Foram criados pelo pai, um ator obeso, um tanto quanto paranoico e obcecado, desde o nascimento dos dois, com os mitos sobre duplos e doppelgangers. Na noite em que comemoravam 18 anos, porém, a vida que levavam chega a um fim com a inundação do Monumental Teatro Massachussets, a morte de tudo o que tinham por família, a amnésia de Wilson e a separação dos irmãos.

Cerca de 20 anos depois, William recebe um postal de Wilson – agora Cleópatra VIII – chamando-o ao Egito, onde lhe aguardava para o reencontro. Ao chegar no Cairo, porém, Cleópatra não está mais lá – não está, na verdade, em lugar algum. E é aí que começa a história, um curioso desvelar de situações complexas e dolorosas.

Ao longo de toda a trama o tema dos duplos é recorrente, bem como uma busca ao mesmo tempo esperançosa e assumidamente fútil por uma identidade, por algo substancial para ser chamado de próprio. A narradora é a própria Cleópatra, que fala ao leitor de um lugar não identificado, mas que a todo momento oferece um ruído, algo que não se encaixa.

Quiçá, como me advertiram, esse não seja o melhor livro de Terron.

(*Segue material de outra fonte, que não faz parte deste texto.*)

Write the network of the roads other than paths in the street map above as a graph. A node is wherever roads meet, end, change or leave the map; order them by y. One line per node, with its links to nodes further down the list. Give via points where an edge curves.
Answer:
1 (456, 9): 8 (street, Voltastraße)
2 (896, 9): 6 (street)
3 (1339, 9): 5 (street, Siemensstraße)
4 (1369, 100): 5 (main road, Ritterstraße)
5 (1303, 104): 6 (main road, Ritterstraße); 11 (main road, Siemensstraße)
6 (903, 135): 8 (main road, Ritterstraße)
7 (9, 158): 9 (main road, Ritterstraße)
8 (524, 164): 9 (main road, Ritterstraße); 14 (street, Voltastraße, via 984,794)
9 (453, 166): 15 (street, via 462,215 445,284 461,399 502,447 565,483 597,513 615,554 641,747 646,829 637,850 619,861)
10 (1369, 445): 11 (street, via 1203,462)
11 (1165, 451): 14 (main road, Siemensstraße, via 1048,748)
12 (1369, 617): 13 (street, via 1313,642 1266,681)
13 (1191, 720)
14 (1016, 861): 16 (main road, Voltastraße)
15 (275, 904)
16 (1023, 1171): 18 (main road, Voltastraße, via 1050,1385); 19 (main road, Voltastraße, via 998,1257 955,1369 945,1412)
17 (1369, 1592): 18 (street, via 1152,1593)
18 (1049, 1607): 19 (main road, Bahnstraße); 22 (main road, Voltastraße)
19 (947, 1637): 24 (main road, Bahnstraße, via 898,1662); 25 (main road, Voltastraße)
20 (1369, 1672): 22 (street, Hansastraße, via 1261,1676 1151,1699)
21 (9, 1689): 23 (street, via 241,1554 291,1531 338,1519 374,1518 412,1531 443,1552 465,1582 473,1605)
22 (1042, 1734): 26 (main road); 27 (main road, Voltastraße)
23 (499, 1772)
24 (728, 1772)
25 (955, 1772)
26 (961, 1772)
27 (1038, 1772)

Não li outros para saber. Mas é um livro interessante, cuja leitura inevitavelmente precisa de várias camadas – existem tensões de ordem sexual, no aspecto físico e psicológico, assim como questões sobre a memória e sobre a família; todas ironicamente construídas a partir da desconstrução sistemática dos conceitos estabelecidos a respeito dessas coisas.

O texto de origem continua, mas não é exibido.